While there are many such similarities, Dr. Fu emphasized that there exists a number of differences between the two groups of traditional figures as well. For example, the Confucian sage, who had spent many years perfecting his characteristics and personality traits, served as the role model of morality for his generation. Indeed, this is one of the central roles of the Confucian sage. On the other hand, while it may be true that the prophets were great people, no claim is made in regards to the moral perfection of the prophets, and their importance stems from their message, as opposed to their character. Additionally, one of the central tenets of Jewish faith is that God communicates with mankind, most directly through the prophets. In contrast, there is an important Confucian belief that “Heaven does not speak.” In other words, the Confucian sages did not receive law or moral guidance through revelation. Instead, knowledge of the laws of Heaven and moral enlightenment was achieved through listening to the people around them, introspection, and careful observation of natural phenomena. Interestingly, a further difference Dr.

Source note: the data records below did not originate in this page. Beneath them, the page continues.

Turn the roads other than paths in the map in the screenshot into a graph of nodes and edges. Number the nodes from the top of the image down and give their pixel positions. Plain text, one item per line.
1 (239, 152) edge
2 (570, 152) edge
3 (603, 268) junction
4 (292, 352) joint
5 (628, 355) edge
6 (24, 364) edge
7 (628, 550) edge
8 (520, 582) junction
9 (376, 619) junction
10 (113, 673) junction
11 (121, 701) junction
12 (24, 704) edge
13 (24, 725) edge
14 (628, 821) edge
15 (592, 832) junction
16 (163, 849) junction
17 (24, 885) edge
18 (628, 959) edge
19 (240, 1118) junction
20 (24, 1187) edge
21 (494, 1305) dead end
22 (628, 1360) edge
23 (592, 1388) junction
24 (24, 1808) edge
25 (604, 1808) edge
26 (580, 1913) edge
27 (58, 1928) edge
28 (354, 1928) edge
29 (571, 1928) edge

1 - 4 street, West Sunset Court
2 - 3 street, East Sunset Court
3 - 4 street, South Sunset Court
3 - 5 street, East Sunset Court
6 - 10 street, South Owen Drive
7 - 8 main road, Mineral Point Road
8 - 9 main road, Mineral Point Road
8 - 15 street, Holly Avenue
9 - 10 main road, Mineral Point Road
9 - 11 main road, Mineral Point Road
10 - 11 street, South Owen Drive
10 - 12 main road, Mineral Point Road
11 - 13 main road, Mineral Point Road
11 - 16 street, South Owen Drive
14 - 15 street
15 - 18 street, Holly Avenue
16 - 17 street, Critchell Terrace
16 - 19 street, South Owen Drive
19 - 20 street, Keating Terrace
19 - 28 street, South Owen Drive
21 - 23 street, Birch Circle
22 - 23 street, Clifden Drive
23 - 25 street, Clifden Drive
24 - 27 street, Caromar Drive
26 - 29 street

Fu focused on was that while the prophets are famous for their roles as fierce social critics, especially in regards to abuses of authority, the Confucian sages tended to work towards maintaining the status quo and upholding the traditional social hierarchies.21977689238_b7bc110fa5_m

In his concluding remarks, Dr. Fu described his passion for teaching contemporary China about the history, texts and traditions of the Jewish people. He is convinced that the study of Judaism will have a positive influence on modern Chinese people – and from his fascinating presentation, the audience certainly felt that the Jewish community has much to learn from traditional Chinese culture as well.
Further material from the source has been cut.